[Collected data entries]
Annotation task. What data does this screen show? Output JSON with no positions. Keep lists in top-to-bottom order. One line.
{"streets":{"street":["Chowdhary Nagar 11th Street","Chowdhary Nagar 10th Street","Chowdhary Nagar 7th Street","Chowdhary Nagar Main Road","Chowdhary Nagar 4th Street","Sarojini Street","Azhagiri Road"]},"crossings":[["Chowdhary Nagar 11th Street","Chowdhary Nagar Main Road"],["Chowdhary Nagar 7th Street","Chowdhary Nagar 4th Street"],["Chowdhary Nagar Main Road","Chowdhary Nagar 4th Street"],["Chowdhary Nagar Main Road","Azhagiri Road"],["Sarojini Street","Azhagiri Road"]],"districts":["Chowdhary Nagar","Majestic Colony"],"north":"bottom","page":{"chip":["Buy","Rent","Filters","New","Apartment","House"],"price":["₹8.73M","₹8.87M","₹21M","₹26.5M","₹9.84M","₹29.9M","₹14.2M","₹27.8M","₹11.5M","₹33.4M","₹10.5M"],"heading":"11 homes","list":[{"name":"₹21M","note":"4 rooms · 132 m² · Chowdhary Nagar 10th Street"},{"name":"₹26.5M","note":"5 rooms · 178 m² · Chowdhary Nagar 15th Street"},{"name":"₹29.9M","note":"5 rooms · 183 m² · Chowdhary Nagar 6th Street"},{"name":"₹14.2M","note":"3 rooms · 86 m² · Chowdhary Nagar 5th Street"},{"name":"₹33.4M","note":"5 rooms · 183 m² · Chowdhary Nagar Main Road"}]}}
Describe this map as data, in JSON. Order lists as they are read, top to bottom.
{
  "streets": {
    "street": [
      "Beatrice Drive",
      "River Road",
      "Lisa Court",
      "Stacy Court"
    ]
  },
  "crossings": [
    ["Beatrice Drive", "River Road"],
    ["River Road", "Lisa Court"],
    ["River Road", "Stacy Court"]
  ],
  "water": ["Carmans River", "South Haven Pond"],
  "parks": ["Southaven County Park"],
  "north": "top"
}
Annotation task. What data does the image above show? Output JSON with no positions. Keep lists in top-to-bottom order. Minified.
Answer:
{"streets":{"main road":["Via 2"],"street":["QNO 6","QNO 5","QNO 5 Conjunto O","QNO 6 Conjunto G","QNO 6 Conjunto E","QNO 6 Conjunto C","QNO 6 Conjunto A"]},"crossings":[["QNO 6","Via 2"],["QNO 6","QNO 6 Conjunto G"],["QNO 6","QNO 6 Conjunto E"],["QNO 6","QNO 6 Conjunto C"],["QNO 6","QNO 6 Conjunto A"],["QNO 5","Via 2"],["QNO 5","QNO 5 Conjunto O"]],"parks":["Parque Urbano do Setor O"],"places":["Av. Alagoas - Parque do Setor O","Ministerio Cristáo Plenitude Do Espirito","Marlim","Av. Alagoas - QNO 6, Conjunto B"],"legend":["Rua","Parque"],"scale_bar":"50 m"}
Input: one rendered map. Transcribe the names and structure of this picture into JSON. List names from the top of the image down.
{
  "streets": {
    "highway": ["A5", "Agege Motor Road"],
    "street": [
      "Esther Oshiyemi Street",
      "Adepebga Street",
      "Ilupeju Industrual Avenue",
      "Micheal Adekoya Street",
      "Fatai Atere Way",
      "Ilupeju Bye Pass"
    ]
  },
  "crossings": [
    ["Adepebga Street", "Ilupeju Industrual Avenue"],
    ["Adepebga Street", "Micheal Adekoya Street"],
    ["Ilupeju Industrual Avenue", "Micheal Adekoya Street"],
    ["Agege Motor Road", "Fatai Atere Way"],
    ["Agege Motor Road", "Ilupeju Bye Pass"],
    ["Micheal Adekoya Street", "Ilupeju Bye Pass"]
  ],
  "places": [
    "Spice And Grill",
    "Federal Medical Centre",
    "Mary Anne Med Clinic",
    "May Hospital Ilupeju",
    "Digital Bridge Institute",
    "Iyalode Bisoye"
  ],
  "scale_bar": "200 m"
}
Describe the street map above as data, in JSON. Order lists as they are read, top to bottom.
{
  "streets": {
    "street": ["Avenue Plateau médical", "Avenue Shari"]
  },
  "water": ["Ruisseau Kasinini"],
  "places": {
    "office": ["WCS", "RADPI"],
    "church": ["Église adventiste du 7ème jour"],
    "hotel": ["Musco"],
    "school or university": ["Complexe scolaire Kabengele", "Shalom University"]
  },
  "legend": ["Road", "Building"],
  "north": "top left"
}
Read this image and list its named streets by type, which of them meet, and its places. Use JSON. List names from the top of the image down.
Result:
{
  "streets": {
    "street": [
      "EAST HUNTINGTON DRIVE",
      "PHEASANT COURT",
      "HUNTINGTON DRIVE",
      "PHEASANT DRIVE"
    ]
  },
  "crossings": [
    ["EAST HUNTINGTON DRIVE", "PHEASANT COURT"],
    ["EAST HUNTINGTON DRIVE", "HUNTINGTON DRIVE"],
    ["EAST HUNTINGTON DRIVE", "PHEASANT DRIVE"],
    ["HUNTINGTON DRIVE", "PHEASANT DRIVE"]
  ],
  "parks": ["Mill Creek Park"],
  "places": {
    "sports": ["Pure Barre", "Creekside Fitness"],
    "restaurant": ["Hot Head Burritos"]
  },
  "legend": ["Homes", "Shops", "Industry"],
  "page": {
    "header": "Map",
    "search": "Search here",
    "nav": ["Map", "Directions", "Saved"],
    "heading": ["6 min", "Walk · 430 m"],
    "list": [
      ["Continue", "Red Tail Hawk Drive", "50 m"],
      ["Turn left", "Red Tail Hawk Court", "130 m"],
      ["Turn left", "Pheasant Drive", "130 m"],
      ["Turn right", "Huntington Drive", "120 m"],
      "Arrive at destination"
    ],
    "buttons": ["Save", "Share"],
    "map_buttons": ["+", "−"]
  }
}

* What is needed:
Write each entry out again, exactly as it reads above.

* Exercise output:
Annotation task. What data does this screen show? Output JSON with no positions. Keep lists in top-to-bottom order. One line.
{"streets":{"street":["Chowdhary Nagar 11th Street","Chowdhary Nagar 10th Street","Chowdhary Nagar 7th Street","Chowdhary Nagar Main Road","Chowdhary Nagar 4th Street","Sarojini Street","Azhagiri Road"]},"crossings":[["Chowdhary Nagar 11th Street","Chowdhary Nagar Main Road"],["Chowdhary Nagar 7th Street","Chowdhary Nagar 4th Street"],["Chowdhary Nagar Main Road","Chowdhary Nagar 4th Street"],["Chowdhary Nagar Main Road","Azhagiri Road"],["Sarojini Street","Azhagiri Road"]],"districts":["Chowdhary Nagar","Majestic Colony"],"north":"bottom","page":{"chip":["Buy","Rent","Filters","New","Apartment","House"],"price":["₹8.73M","₹8.87M","₹21M","₹26.5M","₹9.84M","₹29.9M","₹14.2M","₹27.8M","₹11.5M","₹33.4M","₹10.5M"],"heading":"11 homes","list":[{"name":"₹21M","note":"4 rooms · 132 m² · Chowdhary Nagar 10th Street"},{"name":"₹26.5M","note":"5 rooms · 178 m² · Chowdhary Nagar 15th Street"},{"name":"₹29.9M","note":"5 rooms · 183 m² · Chowdhary Nagar 6th Street"},{"name":"₹14.2M","note":"3 rooms · 86 m² · Chowdhary Nagar 5th Street"},{"name":"₹33.4M","note":"5 rooms · 183 m² · Chowdhary Nagar Main Road"}]}}
Describe this map as data, in JSON. Order lists as they are read, top to bottom.
{
  "streets": {
    "street": [
      "Beatrice Drive",
      "River Road",
      "Lisa Court",
      "Stacy Court"
    ]
  },
  "crossings": [
    ["Beatrice Drive", "River Road"],
    ["River Road", "Lisa Court"],
    ["River Road", "Stacy Court"]
  ],
  "water": ["Carmans River", "South Haven Pond"],
  "parks": ["Southaven County Park"],
  "north": "top"
}
Annotation task. What data does the image above show? Output JSON with no positions. Keep lists in top-to-bottom order. Minified.
Answer:
{"streets":{"main road":["Via 2"],"street":["QNO 6","QNO 5","QNO 5 Conjunto O","QNO 6 Conjunto G","QNO 6 Conjunto E","QNO 6 Conjunto C","QNO 6 Conjunto A"]},"crossings":[["QNO 6","Via 2"],["QNO 6","QNO 6 Conjunto G"],["QNO 6","QNO 6 Conjunto E"],["QNO 6","QNO 6 Conjunto C"],["QNO 6","QNO 6 Conjunto A"],["QNO 5","Via 2"],["QNO 5","QNO 5 Conjunto O"]],"parks":["Parque Urbano do Setor O"],"places":["Av. Alagoas - Parque do Setor O","Ministerio Cristáo Plenitude Do Espirito","Marlim","Av. Alagoas - QNO 6, Conjunto B"],"legend":["Rua","Parque"],"scale_bar":"50 m"}
Input: one rendered map. Transcribe the names and structure of this picture into JSON. List names from the top of the image down.
{
  "streets": {
    "highway": ["A5", "Agege Motor Road"],
    "street": [
      "Esther Oshiyemi Street",
      "Adepebga Street",
      "Ilupeju Industrual Avenue",
      "Micheal Adekoya Street",
      "Fatai Atere Way",
      "Ilupeju Bye Pass"
    ]
  },
  "crossings": [
    ["Adepebga Street", "Ilupeju Industrual Avenue"],
    ["Adepebga Street", "Micheal Adekoya Street"],
    ["Ilupeju Industrual Avenue", "Micheal Adekoya Street"],
    ["Agege Motor Road", "Fatai Atere Way"],
    ["Agege Motor Road", "Ilupeju Bye Pass"],
    ["Micheal Adekoya Street", "Ilupeju Bye Pass"]
  ],
  "places": [
    "Spice And Grill",
    "Federal Medical Centre",
    "Mary Anne Med Clinic",
    "May Hospital Ilupeju",
    "Digital Bridge Institute",
    "Iyalode Bisoye"
  ],
  "scale_bar": "200 m"
}
Describe the street map above as data, in JSON. Order lists as they are read, top to bottom.
{
  "streets": {
    "street": ["Avenue Plateau médical", "Avenue Shari"]
  },
  "water": ["Ruisseau Kasinini"],
  "places": {
    "office": ["WCS", "RADPI"],
    "church": ["Église adventiste du 7ème jour"],
    "hotel": ["Musco"],
    "school or university": ["Complexe scolaire Kabengele", "Shalom University"]
  },
  "legend": ["Road", "Building"],
  "north": "top left"
}
Read this image and list its named streets by type, which of them meet, and its places. Use JSON. List names from the top of the image down.
Result:
{
  "streets": {
    "street": [
      "EAST HUNTINGTON DRIVE",
      "PHEASANT COURT",
      "HUNTINGTON DRIVE",
      "PHEASANT DRIVE"
    ]
  },
  "crossings": [
    ["EAST HUNTINGTON DRIVE", "PHEASANT COURT"],
    ["EAST HUNTINGTON DRIVE", "HUNTINGTON DRIVE"],
    ["EAST HUNTINGTON DRIVE", "PHEASANT DRIVE"],
    ["HUNTINGTON DRIVE", "PHEASANT DRIVE"]
  ],
  "parks": ["Mill Creek Park"],
  "places": {
    "sports": ["Pure Barre", "Creekside Fitness"],
    "restaurant": ["Hot Head Burritos"]
  },
  "legend": ["Homes", "Shops", "Industry"],
  "page": {
    "header": "Map",
    "search": "Search here",
    "nav": ["Map", "Directions", "Saved"],
    "heading": ["6 min", "Walk · 430 m"],
    "list": [
      ["Continue", "Red Tail Hawk Drive", "50 m"],
      ["Turn left", "Red Tail Hawk Court", "130 m"],
      ["Turn left", "Pheasant Drive", "130 m"],
      ["Turn right", "Huntington Drive", "120 m"],
      "Arrive at destination"
    ],
    "buttons": ["Save", "Share"],
    "map_buttons": ["+", "−"]
  }
}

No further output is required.